YOUR OBJECTIVE: Search the records that follow and extract every line containing the string "place".

PROVIDED INFORMATION:
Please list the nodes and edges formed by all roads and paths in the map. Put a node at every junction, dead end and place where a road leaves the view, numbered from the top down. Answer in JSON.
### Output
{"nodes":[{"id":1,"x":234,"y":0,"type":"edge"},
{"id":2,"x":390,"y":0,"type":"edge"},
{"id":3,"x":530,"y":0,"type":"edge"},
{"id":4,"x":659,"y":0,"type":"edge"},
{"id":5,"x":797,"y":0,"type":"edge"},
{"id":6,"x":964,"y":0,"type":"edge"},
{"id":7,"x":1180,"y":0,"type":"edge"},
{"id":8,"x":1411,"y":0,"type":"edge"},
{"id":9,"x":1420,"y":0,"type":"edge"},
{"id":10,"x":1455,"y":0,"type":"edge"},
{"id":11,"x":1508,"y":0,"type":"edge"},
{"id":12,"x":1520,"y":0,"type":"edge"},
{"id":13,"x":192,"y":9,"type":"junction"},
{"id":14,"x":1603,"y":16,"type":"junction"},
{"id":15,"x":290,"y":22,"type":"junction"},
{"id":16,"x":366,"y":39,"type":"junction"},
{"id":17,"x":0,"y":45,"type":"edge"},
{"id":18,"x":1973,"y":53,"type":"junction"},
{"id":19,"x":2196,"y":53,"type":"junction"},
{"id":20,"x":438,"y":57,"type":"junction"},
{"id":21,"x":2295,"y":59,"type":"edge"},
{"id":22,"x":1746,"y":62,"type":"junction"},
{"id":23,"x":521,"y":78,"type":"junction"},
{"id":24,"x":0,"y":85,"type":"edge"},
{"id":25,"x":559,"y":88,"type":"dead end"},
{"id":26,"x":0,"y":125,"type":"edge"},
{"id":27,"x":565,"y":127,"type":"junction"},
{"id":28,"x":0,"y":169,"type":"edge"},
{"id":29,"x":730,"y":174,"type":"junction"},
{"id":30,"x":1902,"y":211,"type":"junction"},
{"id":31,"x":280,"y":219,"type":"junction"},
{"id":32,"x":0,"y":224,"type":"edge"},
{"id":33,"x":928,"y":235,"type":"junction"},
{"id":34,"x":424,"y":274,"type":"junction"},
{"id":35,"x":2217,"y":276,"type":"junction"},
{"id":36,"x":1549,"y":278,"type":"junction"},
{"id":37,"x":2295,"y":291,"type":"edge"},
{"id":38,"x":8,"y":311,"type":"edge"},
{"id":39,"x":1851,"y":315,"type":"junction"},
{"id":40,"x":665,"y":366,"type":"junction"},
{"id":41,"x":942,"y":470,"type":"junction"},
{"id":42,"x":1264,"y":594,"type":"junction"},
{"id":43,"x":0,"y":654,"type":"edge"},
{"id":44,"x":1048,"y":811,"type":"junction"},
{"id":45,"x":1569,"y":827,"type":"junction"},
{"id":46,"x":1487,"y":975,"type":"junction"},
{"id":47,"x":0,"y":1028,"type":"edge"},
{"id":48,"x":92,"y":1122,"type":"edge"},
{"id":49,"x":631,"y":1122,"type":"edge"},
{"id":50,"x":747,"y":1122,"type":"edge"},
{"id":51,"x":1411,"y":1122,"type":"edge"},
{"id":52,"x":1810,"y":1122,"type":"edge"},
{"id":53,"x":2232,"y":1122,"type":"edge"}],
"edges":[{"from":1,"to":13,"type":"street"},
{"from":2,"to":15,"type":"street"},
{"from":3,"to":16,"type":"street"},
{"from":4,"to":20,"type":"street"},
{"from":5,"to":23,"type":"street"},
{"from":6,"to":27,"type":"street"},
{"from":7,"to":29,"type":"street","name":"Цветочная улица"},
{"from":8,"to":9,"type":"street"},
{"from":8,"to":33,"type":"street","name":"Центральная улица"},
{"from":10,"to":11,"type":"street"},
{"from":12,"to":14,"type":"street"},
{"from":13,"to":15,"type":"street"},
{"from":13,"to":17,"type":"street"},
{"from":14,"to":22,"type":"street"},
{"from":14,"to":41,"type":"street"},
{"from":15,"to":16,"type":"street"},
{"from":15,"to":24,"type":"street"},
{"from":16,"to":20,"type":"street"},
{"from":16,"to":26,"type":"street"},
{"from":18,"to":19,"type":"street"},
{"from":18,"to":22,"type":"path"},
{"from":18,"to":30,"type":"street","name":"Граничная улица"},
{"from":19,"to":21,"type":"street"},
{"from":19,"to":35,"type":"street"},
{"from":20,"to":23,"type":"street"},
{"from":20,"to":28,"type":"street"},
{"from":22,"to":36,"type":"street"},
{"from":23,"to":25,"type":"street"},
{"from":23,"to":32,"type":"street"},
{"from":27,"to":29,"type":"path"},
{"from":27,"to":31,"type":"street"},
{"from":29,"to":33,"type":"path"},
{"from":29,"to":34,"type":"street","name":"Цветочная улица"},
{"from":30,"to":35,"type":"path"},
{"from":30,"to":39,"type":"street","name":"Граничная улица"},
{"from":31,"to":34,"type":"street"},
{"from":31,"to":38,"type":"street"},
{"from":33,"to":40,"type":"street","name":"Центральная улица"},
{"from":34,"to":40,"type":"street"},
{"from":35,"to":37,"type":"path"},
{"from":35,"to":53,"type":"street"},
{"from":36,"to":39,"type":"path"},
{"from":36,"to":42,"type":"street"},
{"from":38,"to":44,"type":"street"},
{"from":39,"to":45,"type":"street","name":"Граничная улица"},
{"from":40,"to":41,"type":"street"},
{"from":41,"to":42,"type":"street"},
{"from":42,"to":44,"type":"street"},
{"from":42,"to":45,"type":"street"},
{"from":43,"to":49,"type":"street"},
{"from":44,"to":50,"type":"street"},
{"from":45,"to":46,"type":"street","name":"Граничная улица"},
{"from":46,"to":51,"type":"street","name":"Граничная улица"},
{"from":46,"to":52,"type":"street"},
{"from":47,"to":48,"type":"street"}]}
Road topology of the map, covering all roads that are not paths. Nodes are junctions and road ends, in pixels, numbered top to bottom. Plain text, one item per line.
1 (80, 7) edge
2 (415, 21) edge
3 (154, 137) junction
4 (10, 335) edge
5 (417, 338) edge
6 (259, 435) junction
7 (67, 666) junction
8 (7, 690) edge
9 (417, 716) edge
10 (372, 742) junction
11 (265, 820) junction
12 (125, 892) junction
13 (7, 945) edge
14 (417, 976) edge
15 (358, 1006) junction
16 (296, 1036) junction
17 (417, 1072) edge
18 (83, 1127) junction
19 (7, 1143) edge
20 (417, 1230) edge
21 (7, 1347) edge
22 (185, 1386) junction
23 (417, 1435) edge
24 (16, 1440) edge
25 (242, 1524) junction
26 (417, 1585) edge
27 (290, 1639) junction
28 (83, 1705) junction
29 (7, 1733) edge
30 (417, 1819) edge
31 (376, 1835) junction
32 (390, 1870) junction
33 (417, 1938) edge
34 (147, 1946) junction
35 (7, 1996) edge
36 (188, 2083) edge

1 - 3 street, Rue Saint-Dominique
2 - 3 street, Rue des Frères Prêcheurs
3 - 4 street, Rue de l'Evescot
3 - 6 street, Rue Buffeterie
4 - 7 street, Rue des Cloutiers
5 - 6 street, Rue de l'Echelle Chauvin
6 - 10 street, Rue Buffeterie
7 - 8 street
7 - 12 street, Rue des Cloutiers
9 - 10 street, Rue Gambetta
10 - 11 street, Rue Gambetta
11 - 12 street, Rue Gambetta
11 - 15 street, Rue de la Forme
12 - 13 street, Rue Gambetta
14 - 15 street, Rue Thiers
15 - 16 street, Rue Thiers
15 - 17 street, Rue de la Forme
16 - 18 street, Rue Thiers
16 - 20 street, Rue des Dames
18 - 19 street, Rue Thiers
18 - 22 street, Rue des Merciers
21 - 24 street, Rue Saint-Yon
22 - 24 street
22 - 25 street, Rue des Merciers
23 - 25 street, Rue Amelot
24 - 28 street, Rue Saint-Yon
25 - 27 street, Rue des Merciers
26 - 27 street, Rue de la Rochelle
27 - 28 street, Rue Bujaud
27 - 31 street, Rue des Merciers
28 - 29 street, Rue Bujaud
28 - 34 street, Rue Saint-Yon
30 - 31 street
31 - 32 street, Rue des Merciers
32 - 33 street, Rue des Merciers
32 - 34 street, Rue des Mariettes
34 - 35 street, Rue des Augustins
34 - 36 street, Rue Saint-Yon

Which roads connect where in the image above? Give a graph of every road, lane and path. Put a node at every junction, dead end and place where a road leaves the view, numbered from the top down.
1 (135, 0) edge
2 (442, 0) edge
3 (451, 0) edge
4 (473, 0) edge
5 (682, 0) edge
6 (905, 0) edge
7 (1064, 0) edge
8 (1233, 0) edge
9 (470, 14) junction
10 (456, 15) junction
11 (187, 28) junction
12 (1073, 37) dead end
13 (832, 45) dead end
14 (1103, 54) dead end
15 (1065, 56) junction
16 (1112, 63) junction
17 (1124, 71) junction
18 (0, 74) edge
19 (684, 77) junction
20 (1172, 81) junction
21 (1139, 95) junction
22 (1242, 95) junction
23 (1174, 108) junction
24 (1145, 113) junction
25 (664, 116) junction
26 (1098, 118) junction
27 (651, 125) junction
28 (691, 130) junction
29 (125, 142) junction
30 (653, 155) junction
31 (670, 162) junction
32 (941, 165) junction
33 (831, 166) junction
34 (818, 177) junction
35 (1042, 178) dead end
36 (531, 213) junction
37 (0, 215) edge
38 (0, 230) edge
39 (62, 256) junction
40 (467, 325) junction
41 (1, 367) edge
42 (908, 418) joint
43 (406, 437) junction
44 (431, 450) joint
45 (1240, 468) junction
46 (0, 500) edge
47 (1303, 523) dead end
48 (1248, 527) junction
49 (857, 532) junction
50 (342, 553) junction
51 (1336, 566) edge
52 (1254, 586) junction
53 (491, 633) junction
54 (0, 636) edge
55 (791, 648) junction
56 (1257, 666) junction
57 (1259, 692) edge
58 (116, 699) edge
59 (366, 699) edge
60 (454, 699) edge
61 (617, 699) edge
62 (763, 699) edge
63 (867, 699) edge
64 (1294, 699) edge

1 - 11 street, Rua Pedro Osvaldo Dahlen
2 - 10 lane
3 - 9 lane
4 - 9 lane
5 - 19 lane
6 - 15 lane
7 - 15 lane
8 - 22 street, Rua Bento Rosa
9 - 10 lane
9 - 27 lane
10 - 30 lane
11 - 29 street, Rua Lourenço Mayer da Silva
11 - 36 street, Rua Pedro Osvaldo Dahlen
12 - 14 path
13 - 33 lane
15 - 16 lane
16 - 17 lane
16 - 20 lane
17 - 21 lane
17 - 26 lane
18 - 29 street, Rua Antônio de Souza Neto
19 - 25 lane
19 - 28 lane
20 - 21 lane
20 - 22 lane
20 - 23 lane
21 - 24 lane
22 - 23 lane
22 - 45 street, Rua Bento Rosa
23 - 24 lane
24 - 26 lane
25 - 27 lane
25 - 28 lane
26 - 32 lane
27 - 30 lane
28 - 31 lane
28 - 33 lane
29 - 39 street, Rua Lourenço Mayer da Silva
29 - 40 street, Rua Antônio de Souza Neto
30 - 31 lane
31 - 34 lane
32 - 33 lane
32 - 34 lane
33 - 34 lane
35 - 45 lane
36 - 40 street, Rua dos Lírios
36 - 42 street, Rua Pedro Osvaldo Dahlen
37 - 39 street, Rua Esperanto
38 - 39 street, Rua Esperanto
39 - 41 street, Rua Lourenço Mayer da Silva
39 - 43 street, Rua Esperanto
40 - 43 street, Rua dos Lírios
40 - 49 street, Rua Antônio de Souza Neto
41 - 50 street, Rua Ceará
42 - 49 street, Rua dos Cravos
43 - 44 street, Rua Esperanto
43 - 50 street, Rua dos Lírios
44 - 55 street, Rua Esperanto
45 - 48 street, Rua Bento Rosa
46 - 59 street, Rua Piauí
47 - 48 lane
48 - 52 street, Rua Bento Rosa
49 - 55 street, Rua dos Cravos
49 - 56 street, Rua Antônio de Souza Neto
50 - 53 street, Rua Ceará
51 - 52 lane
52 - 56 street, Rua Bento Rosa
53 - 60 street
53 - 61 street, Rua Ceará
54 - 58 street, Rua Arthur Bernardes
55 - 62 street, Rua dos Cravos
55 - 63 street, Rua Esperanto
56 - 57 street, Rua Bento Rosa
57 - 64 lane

OUTPUT FOR THIS TASK:
Please list the nodes and edges formed by all roads and paths in the map. Put a node at every junction, dead end and place where a road leaves the view, numbered from the top down. Answer in JSON.
Which roads connect where in the image above? Give a graph of every road, lane and path. Put a node at every junction, dead end and place where a road leaves the view, numbered from the top down.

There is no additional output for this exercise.